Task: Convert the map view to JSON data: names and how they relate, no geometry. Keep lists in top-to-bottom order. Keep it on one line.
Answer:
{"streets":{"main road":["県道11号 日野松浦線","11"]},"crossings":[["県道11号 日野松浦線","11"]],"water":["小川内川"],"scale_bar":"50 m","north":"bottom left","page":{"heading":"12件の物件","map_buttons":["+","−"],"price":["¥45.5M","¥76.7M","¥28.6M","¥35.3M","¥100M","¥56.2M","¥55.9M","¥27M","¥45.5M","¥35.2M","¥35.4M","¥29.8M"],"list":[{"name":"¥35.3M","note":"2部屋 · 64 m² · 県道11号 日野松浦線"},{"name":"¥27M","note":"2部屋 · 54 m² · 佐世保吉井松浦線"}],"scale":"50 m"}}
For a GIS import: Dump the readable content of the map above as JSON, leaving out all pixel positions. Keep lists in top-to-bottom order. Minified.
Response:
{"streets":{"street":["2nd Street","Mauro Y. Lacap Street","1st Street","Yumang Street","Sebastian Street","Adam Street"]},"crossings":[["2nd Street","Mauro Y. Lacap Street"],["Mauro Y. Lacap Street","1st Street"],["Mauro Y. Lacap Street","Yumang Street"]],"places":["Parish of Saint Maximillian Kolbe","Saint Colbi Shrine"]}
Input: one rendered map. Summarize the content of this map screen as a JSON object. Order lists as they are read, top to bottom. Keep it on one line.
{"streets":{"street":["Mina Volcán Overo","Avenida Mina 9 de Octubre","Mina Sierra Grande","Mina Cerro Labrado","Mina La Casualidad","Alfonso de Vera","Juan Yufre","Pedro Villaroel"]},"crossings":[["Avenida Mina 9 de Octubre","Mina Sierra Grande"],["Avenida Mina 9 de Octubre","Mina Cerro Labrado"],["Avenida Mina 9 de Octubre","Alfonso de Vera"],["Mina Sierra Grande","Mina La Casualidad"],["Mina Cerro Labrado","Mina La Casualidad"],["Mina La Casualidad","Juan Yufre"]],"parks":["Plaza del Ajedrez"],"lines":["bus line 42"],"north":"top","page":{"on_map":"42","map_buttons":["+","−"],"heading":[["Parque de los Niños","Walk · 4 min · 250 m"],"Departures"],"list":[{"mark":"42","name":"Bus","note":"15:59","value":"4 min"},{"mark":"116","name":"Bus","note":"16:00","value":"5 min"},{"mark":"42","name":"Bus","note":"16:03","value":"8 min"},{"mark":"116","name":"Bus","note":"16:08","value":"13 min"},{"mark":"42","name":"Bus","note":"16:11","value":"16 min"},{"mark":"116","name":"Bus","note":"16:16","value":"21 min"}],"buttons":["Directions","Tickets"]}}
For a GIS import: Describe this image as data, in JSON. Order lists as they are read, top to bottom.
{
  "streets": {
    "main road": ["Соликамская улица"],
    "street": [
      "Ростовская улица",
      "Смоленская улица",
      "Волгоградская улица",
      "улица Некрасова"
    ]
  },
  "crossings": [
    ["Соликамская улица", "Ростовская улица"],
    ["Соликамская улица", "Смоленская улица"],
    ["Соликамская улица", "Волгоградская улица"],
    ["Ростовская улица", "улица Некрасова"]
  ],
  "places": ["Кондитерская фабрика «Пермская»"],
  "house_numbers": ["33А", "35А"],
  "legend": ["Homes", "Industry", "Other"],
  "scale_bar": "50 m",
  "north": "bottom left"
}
* * * *
◆ TASK OBJECTIVE ◆
Print the entire listing above once more, with nothing changed.

◆ WRITTEN ANSWER ◆
Task: Convert the map view to JSON data: names and how they relate, no geometry. Keep lists in top-to-bottom order. Keep it on one line.
Answer:
{"streets":{"main road":["県道11号 日野松浦線","11"]},"crossings":[["県道11号 日野松浦線","11"]],"water":["小川内川"],"scale_bar":"50 m","north":"bottom left","page":{"heading":"12件の物件","map_buttons":["+","−"],"price":["¥45.5M","¥76.7M","¥28.6M","¥35.3M","¥100M","¥56.2M","¥55.9M","¥27M","¥45.5M","¥35.2M","¥35.4M","¥29.8M"],"list":[{"name":"¥35.3M","note":"2部屋 · 64 m² · 県道11号 日野松浦線"},{"name":"¥27M","note":"2部屋 · 54 m² · 佐世保吉井松浦線"}],"scale":"50 m"}}
For a GIS import: Dump the readable content of the map above as JSON, leaving out all pixel positions. Keep lists in top-to-bottom order. Minified.
Response:
{"streets":{"street":["2nd Street","Mauro Y. Lacap Street","1st Street","Yumang Street","Sebastian Street","Adam Street"]},"crossings":[["2nd Street","Mauro Y. Lacap Street"],["Mauro Y. Lacap Street","1st Street"],["Mauro Y. Lacap Street","Yumang Street"]],"places":["Parish of Saint Maximillian Kolbe","Saint Colbi Shrine"]}
Input: one rendered map. Summarize the content of this map screen as a JSON object. Order lists as they are read, top to bottom. Keep it on one line.
{"streets":{"street":["Mina Volcán Overo","Avenida Mina 9 de Octubre","Mina Sierra Grande","Mina Cerro Labrado","Mina La Casualidad","Alfonso de Vera","Juan Yufre","Pedro Villaroel"]},"crossings":[["Avenida Mina 9 de Octubre","Mina Sierra Grande"],["Avenida Mina 9 de Octubre","Mina Cerro Labrado"],["Avenida Mina 9 de Octubre","Alfonso de Vera"],["Mina Sierra Grande","Mina La Casualidad"],["Mina Cerro Labrado","Mina La Casualidad"],["Mina La Casualidad","Juan Yufre"]],"parks":["Plaza del Ajedrez"],"lines":["bus line 42"],"north":"top","page":{"on_map":"42","map_buttons":["+","−"],"heading":[["Parque de los Niños","Walk · 4 min · 250 m"],"Departures"],"list":[{"mark":"42","name":"Bus","note":"15:59","value":"4 min"},{"mark":"116","name":"Bus","note":"16:00","value":"5 min"},{"mark":"42","name":"Bus","note":"16:03","value":"8 min"},{"mark":"116","name":"Bus","note":"16:08","value":"13 min"},{"mark":"42","name":"Bus","note":"16:11","value":"16 min"},{"mark":"116","name":"Bus","note":"16:16","value":"21 min"}],"buttons":["Directions","Tickets"]}}
For a GIS import: Describe this image as data, in JSON. Order lists as they are read, top to bottom.
{
  "streets": {
    "main road": ["Соликамская улица"],
    "street": [
      "Ростовская улица",
      "Смоленская улица",
      "Волгоградская улица",
      "улица Некрасова"
    ]
  },
  "crossings": [
    ["Соликамская улица", "Ростовская улица"],
    ["Соликамская улица", "Смоленская улица"],
    ["Соликамская улица", "Волгоградская улица"],
    ["Ростовская улица", "улица Некрасова"]
  ],
  "places": ["Кондитерская фабрика «Пермская»"],
  "house_numbers": ["33А", "35А"],
  "legend": ["Homes", "Industry", "Other"],
  "scale_bar": "50 m",
  "north": "bottom left"
}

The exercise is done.